▶ _Data for this task_:

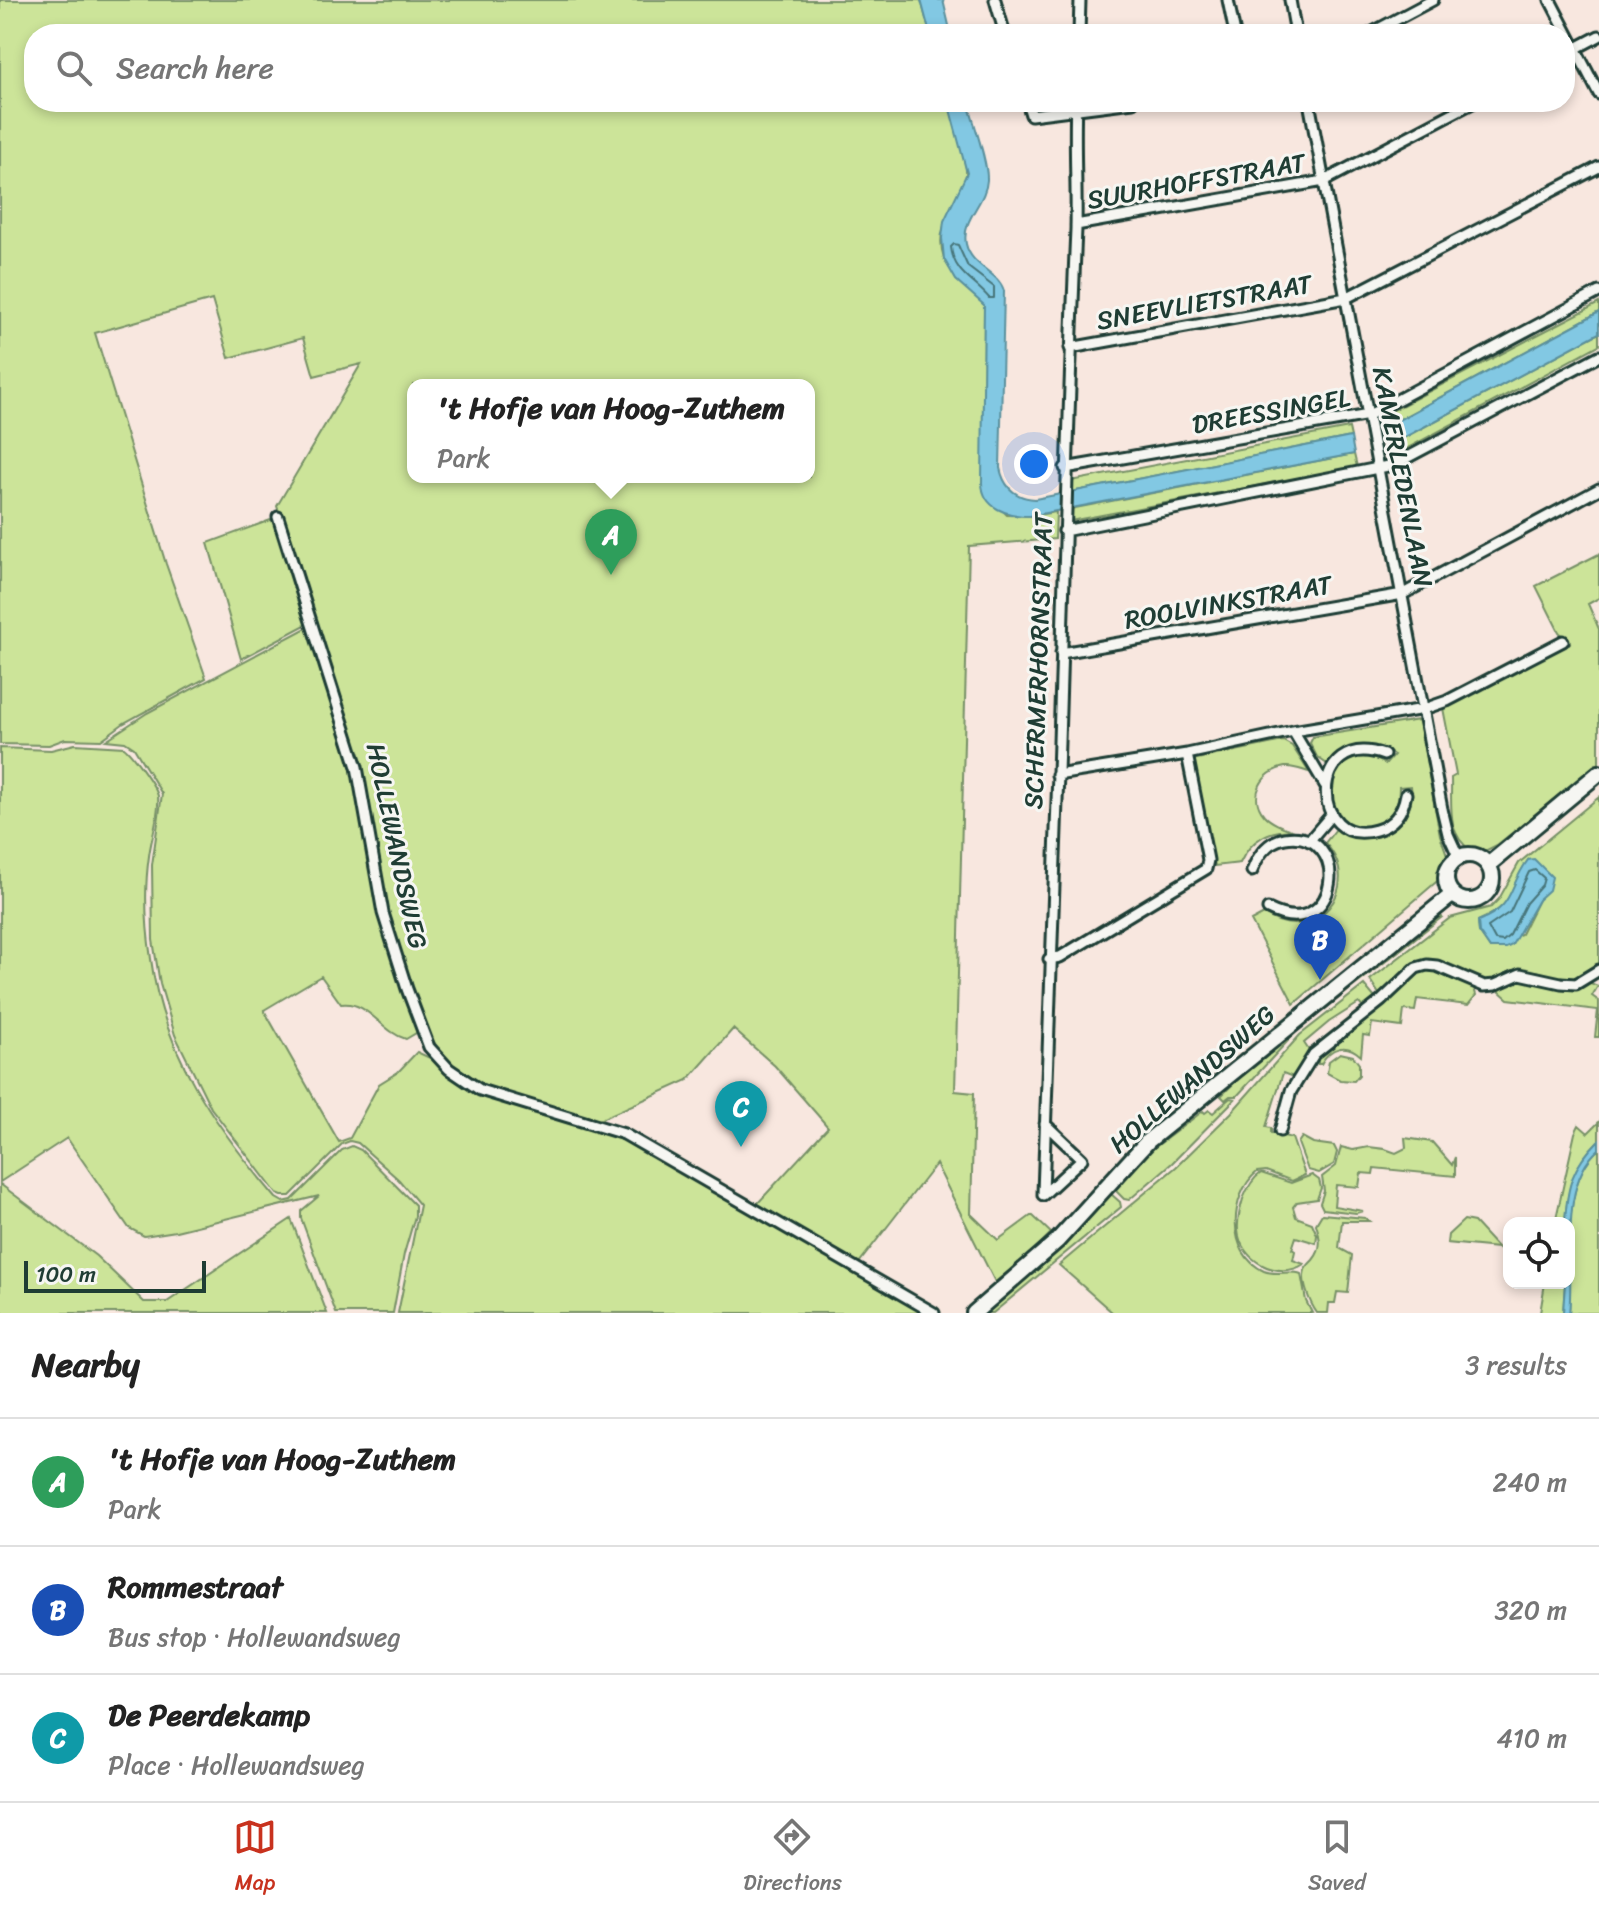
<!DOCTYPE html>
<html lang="en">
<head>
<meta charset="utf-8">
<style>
  body { margin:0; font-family:Sriracha,sans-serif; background:#f2f2f2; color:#222 }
  .controls { position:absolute; right:24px; bottom:24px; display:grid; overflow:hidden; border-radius:16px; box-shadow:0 4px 12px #0003 }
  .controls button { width:72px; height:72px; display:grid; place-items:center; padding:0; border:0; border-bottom:2px solid #e0e0e0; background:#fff; color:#222; font:40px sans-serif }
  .scale { position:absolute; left:24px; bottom:20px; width:182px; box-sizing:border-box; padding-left:8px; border:4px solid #1f3d34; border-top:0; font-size:22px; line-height:28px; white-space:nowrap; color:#1f3d34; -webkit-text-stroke:6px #f6f6f2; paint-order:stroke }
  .you { position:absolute; left:1034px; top:464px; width:28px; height:28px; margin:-20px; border:6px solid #fff; border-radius:50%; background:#1a73e8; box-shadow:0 0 0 12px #1a73e833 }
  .badge { display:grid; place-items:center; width:52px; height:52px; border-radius:50%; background:#c8321e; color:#fff; font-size:26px; font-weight:700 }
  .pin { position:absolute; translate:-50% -66px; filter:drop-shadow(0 2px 4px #0008) }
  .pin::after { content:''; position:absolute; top:42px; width:28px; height:24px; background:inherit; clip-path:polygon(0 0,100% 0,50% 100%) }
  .popup { position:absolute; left:407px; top:379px; width:408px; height:104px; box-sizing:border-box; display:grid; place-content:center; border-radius:16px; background:#fff; filter:drop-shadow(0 2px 6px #0005); font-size:26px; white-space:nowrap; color:#767676 }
  .popup b { font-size:30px; color:#222 }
  .popup::after { content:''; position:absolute; left:50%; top:100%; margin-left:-16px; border:16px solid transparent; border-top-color:#fff }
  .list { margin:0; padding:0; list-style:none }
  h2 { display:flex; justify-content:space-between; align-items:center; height:104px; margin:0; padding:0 32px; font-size:34px }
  h2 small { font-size:26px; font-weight:400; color:#767676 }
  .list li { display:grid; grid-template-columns:52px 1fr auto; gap:24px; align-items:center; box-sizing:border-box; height:128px; padding:0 32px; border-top:2px solid #e0e0e0 }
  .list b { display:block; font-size:30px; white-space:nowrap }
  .list p { margin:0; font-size:26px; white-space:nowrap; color:#767676 }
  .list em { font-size:26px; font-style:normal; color:#767676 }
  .icon { flex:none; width:44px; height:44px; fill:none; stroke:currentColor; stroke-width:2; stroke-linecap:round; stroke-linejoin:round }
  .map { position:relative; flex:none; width:1599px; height:1313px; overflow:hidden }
  .search { position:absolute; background:#fff; box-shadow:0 4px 12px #0003; left:24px; right:24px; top:24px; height:88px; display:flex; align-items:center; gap:20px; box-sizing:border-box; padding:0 28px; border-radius:32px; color:#767676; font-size:30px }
  .sheet { height:488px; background:#fff }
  nav { display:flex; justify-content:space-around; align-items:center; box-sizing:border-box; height:112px; border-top:2px solid #e0e0e0; background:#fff; font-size:22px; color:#767676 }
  nav a { display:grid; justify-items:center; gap:4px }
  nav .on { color:#c8321e }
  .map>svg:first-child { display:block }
  .green { fill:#cce499; stroke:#769066; stroke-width:2; fill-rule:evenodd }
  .water { fill:#82c8e3; stroke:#5a909d; stroke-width:2 }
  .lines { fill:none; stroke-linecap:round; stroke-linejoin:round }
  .shore { stroke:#47757a; stroke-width:2 }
  .minor-casing { stroke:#1f3d34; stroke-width:15 }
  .secondary-casing { stroke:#1f3d34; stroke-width:20 }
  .minor { stroke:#f6f6f2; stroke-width:9 }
  .secondary { stroke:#f6f6f2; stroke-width:14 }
  .labels { text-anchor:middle; stroke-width:6; stroke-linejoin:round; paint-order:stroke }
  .street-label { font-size:26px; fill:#1f3d34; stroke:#f6f6f2 }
</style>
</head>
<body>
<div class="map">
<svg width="1599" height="1313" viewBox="0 0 1599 1313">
  <rect width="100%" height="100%" fill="#f8e7df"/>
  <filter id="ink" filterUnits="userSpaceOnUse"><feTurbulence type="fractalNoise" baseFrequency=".0125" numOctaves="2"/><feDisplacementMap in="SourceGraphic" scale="16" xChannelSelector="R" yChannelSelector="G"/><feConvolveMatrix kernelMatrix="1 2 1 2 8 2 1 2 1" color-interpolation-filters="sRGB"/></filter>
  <g filter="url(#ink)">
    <!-- green -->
    <path class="green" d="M0,0h921l9,34h-896v68h914c5,16 20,59 18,73 -4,29 -34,48 -22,83 7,19 30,30 40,47l-1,185 24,25 23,1 26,-4 -1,27 -86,7 -14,545 19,2 -3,121 27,26 34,-25 19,18 -25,25 -31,24 -59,-118 -77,99 -102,-59 71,-77 -53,-61 -42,-37 -45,51 -89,40 -109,-32 -38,-24 -11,-10 -11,-19 -28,-74 -21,-69 -15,-102 -12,-52 -77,-232 84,-142 -47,12 -11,-38 -74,20 -17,-58 -117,33 71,231 40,114 -82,45 -23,17 -36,-1 -16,6 -49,-1zM413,385h396v92h-396z
      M1599,303v9l-210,113 -2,-11 8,-5z
      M1599,333v12l-204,110 -1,-12z
      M1349,428l2,9 -280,55v-11z
      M1354,454l3,13 -287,54v-12z
      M276,518l33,105 -68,36 -33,-116z
      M1599,554v44l-11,6 11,25v134l-102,82 -10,5h-16c-25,-15 -19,-47 -20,-72l5,-3 -13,-67 127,-65 -11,-11 -23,-46z
      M310,626l43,136 17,105 48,160 -2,6 -10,6c-25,-7 -38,-39 -65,-35l-20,-28 -57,34 75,132 11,-4 29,-54 19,-12 19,-20 15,7 30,25 25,12 147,47 291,170h-527l22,-108 -21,-25 -41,-37 -8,-2 -8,3 -52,52h-8l-5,-2 -66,-86 -36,-73 -15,-51 -7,-44 -1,-75 10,-71 -28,-46 -9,-6 -19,-2 41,-27z
      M1419,720l21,115 7,20 -5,22 -148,127 -43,-83 13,-7c50,34 102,-27 61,-71l11,-14c34,24 81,-2 75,-43l-12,1c0,16 -4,29 -20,36 -63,30 -64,-98 7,-59l8,-9c-23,-16 -50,-12 -67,9l-10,-7 -7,-14 3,-6z
      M1283,741l9,5 17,26c-7,-2 -16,-6 -24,-5 -23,4 -37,29 -21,48 8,9 22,13 33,17 -26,-5 -46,7 -57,31l-25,3 -23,-106z
      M75,744l49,3c8,6 32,40 34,49 2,19 -7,42 -9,60 -5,34 -3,70 2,103 12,94 65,168 125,239l7,4 9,-2 50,-50 10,-4 9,4 54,55v11l-11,38 -11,59h-57l-35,-95v-7l18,-15 -143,35 -32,5 -15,-8 -62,-90 -67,44v-434l51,2z
      M1599,797v168c-34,32 -48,0 -81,6 -12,2 -21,12 -34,11 -22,-2 -40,-27 -64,-20 -15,4 -26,22 -37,32h-4l-9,-14 80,-62 41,-11 8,-8 20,-36zM1528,860l10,40 -17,34 -31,14 -11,-16 -1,-11c40,-18 28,-30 50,-61z
      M1438,912l4,5 -145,114 -60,65h-7l-5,4 -4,-4 43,-43z
      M1422,969c20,1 35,8 52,19l2,7 -8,10 -51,-6 -2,12 -11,-1 -2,17 -30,-4 -2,13 -7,-1 -2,21c-15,-14 -31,-9 -40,8h-3v-7l6,-7z
      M1519,977l63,8 6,-3 10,4 -6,10 7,5v36h-4l3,-27 -90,-11 -8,-7 1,-5z
      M1364,985l11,13 -1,4 -9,8 -6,-7 -30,19 -25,21 6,9 -17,25 -10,-4 -17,54 5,1v5l21,5 13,37 -13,6 -26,-10 -9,1c-28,23 -31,82 7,99 12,5 26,-1 37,3l5,27 6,12h-199l-54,-48 117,-98 55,-54 69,-78z
      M1340,1053l13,3 6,8v11l-5,6 -14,-1 -13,-7 2,-12z
      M1230,1098l5,1 -63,64 -43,37 -5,-1 -9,-9 27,-33 61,-46 2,2 4,-3 4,3z
      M1599,1122v18c-26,26 -32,47 -34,83h-10l20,-90 4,-8 9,8z
      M1302,1137l11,6 21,3 3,6 -3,12 -15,9 -11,-3 -10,-27z
      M1405,1138l27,4 20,23 3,-8v19l-81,-8 -1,6 -12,-1 -2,14 -23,-2 -2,21 29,5 -7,2 -33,-4 -3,-6 4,-12 -2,-14 14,-11 5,-19 12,3 16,-3 16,2 11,4 10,-5z
      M1599,1149v164h-30c4,-49 -11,-130 30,-164z
      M1261,1173l30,10 21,-8 7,5 2,8 -4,11 -20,3 -4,5 3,10 16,6 5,12 -1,8 -20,-6 -4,12 3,2 -2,9 11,4c-25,17 -64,-3 -66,-34 -1,-10 2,-21 5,-31 4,-10 9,-20 18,-26z
      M0,1184l96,72 48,46h23l124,-83 36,94h-327z
      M1111,1194l9,8 1,5 -128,106h-9z
      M1322,1214l43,4 4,3h-27l-3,27 13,7 -4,38 -11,-1 -2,11h-6l-1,10h-11c-7,-10 -16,-31 -12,-43 1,-3 6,-8 8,-10 10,-12 7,-23 3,-36z
      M1464,1220l10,2 24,26 -51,-5 1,-8z
      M1545,1283h20l-2,30h-23z"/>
    <!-- water -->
    <path class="water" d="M921,0h22l8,34h-21z
      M948,102h20c5,20 20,60 19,78 -1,23 -26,39 -21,64 5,23 32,27 38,47l-4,177c4,19 16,30 35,31l316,-62 3,17 -324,62c-22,0 -47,-7 -48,-33l2,-178 -28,-25 -12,-21 -2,-21 2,-17 23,-48z
      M1599,312v21l-205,110 -5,-18z
      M1534,859l18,18 -3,13 -11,10 -26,45 -6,3h-16l-11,-16 -1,-11c38,-15 29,-33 50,-61z
      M1599,1140v9c-42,36 -24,114 -30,164h-6l2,-30h4v-60h-4c2,-38 7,-56 34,-83z"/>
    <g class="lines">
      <!-- shore -->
      <path class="shore" d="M954,244l4,1 10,22 26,20v11h-5c-15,-18 -35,-24 -38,-51z
        M1535,870l9,8 -2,7 -16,18 -16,32 -7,6 -8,-1 -7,-13 22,-15 19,-40z"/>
      <defs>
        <path id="minor" d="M995,0l10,34
          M1228,0l7,34
          M1290,0l6,34
          M1550,0l49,94
          M1079,34l1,-34
          M1369,34l64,-34
          M1565,54l34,-18
          M1027,102l4,13 102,-13
          M1309,102l133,707 6,25 11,24
          M1076,225l248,-44 150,-79
          M1070,348l276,-50 253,-131
          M1065,468l304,-53 230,-123
          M278,517l79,250 26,146 24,76 22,58 20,22 31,21 144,44 310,179
          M1064,531l329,-66 206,-109
          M1061,653l342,-59 196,-105
          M1293,731l32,54
          M1384,755c-76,-27 -75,95 -8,75 18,-5 27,-19 30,-36
          M1057,775l130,-21 106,-23 131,-22 23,-8 116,-60
          M1309,841l23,-27
          M1252,871c6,-16 15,-30 33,-33 68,-10 56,108 -17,71
          M1049,959l11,-2 146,-88 2,-9 -21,-106
          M1045,1124l37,35 -39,36c4,-141 9,-282 15,-422 6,-182 10,-363 18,-544 1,-42 -2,-85 0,-127
          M1280,1131l11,-40 23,-37 67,-53 35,-33 11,-3 10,1 47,20 11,-1 25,-11 41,9 15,1 23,-14"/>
        <path id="secondary" d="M1446 878a23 23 0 1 1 46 0a23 23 0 1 1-46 0Z
          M1488,865l111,-92
          M974,1313l83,-72 91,-100 305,-247"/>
      </defs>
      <!-- minor casing -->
      <use href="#minor" class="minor-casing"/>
      <!-- secondary casing -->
      <use href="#secondary" class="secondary-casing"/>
      <!-- minor -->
      <use href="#minor" class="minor"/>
      <!-- secondary -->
      <use href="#secondary" class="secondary"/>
    </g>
  </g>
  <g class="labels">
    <!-- street labels -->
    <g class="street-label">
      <text transform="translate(1196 181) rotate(-10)" y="9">SUURHOFFSTRAAT</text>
      <text transform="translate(1204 302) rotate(-10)" y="9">SNEEVLIETSTRAAT</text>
      <text transform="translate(1271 411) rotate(-10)" y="9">DREESSINGEL</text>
      <text transform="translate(1403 477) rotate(79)" y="9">KAMERLEDENLAAN</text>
      <text transform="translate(1228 602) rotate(-10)" y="9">ROOLVINKSTRAAT</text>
      <text transform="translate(1038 661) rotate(-88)" y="9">SCHERMERHORNSTRAAT</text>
      <text transform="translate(397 846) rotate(78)" y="9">HOLLEWANDSWEG</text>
      <text transform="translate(1192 1079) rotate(-41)" y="9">HOLLEWANDSWEG</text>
    </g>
  </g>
</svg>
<div class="controls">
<button><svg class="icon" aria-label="locate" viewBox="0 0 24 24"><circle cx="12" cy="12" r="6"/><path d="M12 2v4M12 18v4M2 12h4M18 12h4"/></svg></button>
</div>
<div class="scale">100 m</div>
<div class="you"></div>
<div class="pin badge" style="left:611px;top:575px;background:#2e9e5b">A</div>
<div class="popup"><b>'t Hofje van Hoog-Zuthem</b>Park</div>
<div class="pin badge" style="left:1320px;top:980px;background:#1a4fb4">B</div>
<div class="pin badge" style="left:741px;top:1147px;background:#0f9aa8">C</div>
<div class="search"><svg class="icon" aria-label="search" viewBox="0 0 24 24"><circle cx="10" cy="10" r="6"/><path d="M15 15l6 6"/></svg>Search here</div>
</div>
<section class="sheet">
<h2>Nearby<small>3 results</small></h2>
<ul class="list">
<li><span class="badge" style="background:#2e9e5b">A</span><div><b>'t Hofje van Hoog-Zuthem</b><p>Park</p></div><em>240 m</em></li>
<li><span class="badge" style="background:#1a4fb4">B</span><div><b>Rommestraat</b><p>Bus stop · Hollewandsweg</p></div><em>320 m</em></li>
<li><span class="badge" style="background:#0f9aa8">C</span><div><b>De Peerdekamp</b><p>Place · Hollewandsweg</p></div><em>410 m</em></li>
</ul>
</section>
<nav>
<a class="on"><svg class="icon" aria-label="map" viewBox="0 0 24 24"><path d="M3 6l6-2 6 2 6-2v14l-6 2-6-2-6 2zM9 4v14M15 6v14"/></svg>Map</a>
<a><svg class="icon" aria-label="directions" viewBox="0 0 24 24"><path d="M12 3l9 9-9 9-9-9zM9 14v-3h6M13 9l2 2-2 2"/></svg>Directions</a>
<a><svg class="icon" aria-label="saved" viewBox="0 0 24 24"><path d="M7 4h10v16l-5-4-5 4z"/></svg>Saved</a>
</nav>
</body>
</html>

▶ _Directions for this task_:
For every line above with the word "lines" in it, make a copy.

▶ _Solution to this problem_:
  .lines { fill:none; stroke-linecap:round; stroke-linejoin:round }
    <g class="lines">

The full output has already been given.